## Task statement
Return the whole listing, keeping every character the same.

## Data for review
━━━

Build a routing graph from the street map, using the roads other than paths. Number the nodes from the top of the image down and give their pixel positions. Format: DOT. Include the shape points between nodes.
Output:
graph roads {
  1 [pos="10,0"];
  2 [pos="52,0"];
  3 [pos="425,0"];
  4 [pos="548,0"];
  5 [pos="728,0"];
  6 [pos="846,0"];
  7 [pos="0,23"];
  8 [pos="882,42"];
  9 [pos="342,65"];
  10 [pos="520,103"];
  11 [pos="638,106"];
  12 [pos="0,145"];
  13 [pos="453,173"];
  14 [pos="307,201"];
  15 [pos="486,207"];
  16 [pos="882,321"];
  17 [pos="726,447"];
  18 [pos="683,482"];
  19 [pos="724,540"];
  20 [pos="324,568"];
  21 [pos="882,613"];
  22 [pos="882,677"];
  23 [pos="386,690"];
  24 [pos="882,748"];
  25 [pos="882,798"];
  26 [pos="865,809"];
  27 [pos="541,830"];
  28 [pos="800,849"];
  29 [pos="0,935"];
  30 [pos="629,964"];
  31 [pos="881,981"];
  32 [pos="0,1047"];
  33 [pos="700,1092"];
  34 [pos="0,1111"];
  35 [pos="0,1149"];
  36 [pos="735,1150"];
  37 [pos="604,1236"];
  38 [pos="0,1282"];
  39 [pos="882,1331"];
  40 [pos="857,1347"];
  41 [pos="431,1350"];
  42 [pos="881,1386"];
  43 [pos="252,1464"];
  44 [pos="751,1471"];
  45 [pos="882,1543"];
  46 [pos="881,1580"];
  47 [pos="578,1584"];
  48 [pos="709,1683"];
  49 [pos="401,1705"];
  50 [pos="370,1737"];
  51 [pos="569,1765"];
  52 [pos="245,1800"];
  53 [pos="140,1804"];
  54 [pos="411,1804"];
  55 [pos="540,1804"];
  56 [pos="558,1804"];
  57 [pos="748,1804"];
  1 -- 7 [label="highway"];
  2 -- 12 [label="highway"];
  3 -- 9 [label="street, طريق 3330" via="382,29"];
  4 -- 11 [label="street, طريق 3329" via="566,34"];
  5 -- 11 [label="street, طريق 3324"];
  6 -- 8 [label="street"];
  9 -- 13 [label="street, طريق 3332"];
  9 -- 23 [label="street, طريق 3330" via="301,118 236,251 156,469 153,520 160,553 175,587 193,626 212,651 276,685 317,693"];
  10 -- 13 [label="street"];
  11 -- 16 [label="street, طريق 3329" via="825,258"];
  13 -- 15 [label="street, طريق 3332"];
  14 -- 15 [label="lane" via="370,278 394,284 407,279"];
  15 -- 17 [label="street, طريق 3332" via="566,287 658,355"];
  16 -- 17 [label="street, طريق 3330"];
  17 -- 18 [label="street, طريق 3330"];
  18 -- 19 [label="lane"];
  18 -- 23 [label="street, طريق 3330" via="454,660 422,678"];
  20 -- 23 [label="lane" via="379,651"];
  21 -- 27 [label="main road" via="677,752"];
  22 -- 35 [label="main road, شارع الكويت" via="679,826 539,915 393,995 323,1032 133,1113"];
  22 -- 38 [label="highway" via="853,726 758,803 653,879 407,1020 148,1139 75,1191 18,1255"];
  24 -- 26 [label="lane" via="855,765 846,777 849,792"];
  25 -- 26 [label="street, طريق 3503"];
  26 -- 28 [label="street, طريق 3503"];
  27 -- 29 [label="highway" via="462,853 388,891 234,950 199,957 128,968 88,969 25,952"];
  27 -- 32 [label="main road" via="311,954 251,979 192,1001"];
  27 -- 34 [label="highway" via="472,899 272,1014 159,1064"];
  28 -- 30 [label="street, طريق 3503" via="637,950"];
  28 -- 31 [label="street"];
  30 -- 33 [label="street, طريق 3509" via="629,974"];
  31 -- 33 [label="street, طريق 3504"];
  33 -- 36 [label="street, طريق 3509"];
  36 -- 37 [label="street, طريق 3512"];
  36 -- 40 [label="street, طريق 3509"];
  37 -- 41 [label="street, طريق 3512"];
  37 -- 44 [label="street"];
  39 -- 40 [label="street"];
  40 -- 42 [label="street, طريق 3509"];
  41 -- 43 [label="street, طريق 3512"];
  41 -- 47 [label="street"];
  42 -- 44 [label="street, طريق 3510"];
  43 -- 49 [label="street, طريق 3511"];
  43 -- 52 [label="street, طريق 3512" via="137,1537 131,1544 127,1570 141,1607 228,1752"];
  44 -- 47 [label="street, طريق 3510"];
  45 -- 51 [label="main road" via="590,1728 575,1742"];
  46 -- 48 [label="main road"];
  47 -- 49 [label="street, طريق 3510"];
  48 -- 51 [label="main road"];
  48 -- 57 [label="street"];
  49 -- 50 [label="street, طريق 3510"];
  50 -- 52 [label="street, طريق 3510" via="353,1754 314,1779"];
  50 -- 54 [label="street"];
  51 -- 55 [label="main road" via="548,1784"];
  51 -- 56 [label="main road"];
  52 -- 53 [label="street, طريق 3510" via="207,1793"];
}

━━━

## Completed exercise
Build a routing graph from the street map, using the roads other than paths. Number the nodes from the top of the image down and give their pixel positions. Format: DOT. Include the shape points between nodes.
Output:
graph roads {
  1 [pos="10,0"];
  2 [pos="52,0"];
  3 [pos="425,0"];
  4 [pos="548,0"];
  5 [pos="728,0"];
  6 [pos="846,0"];
  7 [pos="0,23"];
  8 [pos="882,42"];
  9 [pos="342,65"];
  10 [pos="520,103"];
  11 [pos="638,106"];
  12 [pos="0,145"];
  13 [pos="453,173"];
  14 [pos="307,201"];
  15 [pos="486,207"];
  16 [pos="882,321"];
  17 [pos="726,447"];
  18 [pos="683,482"];
  19 [pos="724,540"];
  20 [pos="324,568"];
  21 [pos="882,613"];
  22 [pos="882,677"];
  23 [pos="386,690"];
  24 [pos="882,748"];
  25 [pos="882,798"];
  26 [pos="865,809"];
  27 [pos="541,830"];
  28 [pos="800,849"];
  29 [pos="0,935"];
  30 [pos="629,964"];
  31 [pos="881,981"];
  32 [pos="0,1047"];
  33 [pos="700,1092"];
  34 [pos="0,1111"];
  35 [pos="0,1149"];
  36 [pos="735,1150"];
  37 [pos="604,1236"];
  38 [pos="0,1282"];
  39 [pos="882,1331"];
  40 [pos="857,1347"];
  41 [pos="431,1350"];
  42 [pos="881,1386"];
  43 [pos="252,1464"];
  44 [pos="751,1471"];
  45 [pos="882,1543"];
  46 [pos="881,1580"];
  47 [pos="578,1584"];
  48 [pos="709,1683"];
  49 [pos="401,1705"];
  50 [pos="370,1737"];
  51 [pos="569,1765"];
  52 [pos="245,1800"];
  53 [pos="140,1804"];
  54 [pos="411,1804"];
  55 [pos="540,1804"];
  56 [pos="558,1804"];
  57 [pos="748,1804"];
  1 -- 7 [label="highway"];
  2 -- 12 [label="highway"];
  3 -- 9 [label="street, طريق 3330" via="382,29"];
  4 -- 11 [label="street, طريق 3329" via="566,34"];
  5 -- 11 [label="street, طريق 3324"];
  6 -- 8 [label="street"];
  9 -- 13 [label="street, طريق 3332"];
  9 -- 23 [label="street, طريق 3330" via="301,118 236,251 156,469 153,520 160,553 175,587 193,626 212,651 276,685 317,693"];
  10 -- 13 [label="street"];
  11 -- 16 [label="street, طريق 3329" via="825,258"];
  13 -- 15 [label="street, طريق 3332"];
  14 -- 15 [label="lane" via="370,278 394,284 407,279"];
  15 -- 17 [label="street, طريق 3332" via="566,287 658,355"];
  16 -- 17 [label="street, طريق 3330"];
  17 -- 18 [label="street, طريق 3330"];
  18 -- 19 [label="lane"];
  18 -- 23 [label="street, طريق 3330" via="454,660 422,678"];
  20 -- 23 [label="lane" via="379,651"];
  21 -- 27 [label="main road" via="677,752"];
  22 -- 35 [label="main road, شارع الكويت" via="679,826 539,915 393,995 323,1032 133,1113"];
  22 -- 38 [label="highway" via="853,726 758,803 653,879 407,1020 148,1139 75,1191 18,1255"];
  24 -- 26 [label="lane" via="855,765 846,777 849,792"];
  25 -- 26 [label="street, طريق 3503"];
  26 -- 28 [label="street, طريق 3503"];
  27 -- 29 [label="highway" via="462,853 388,891 234,950 199,957 128,968 88,969 25,952"];
  27 -- 32 [label="main road" via="311,954 251,979 192,1001"];
  27 -- 34 [label="highway" via="472,899 272,1014 159,1064"];
  28 -- 30 [label="street, طريق 3503" via="637,950"];
  28 -- 31 [label="street"];
  30 -- 33 [label="street, طريق 3509" via="629,974"];
  31 -- 33 [label="street, طريق 3504"];
  33 -- 36 [label="street, طريق 3509"];
  36 -- 37 [label="street, طريق 3512"];
  36 -- 40 [label="street, طريق 3509"];
  37 -- 41 [label="street, طريق 3512"];
  37 -- 44 [label="street"];
  39 -- 40 [label="street"];
  40 -- 42 [label="street, طريق 3509"];
  41 -- 43 [label="street, طريق 3512"];
  41 -- 47 [label="street"];
  42 -- 44 [label="street, طريق 3510"];
  43 -- 49 [label="street, طريق 3511"];
  43 -- 52 [label="street, طريق 3512" via="137,1537 131,1544 127,1570 141,1607 228,1752"];
  44 -- 47 [label="street, طريق 3510"];
  45 -- 51 [label="main road" via="590,1728 575,1742"];
  46 -- 48 [label="main road"];
  47 -- 49 [label="street, طريق 3510"];
  48 -- 51 [label="main road"];
  48 -- 57 [label="street"];
  49 -- 50 [label="street, طريق 3510"];
  50 -- 52 [label="street, طريق 3510" via="353,1754 314,1779"];
  50 -- 54 [label="street"];
  51 -- 55 [label="main road" via="548,1784"];
  51 -- 56 [label="main road"];
  52 -- 53 [label="street, طريق 3510" via="207,1793"];
}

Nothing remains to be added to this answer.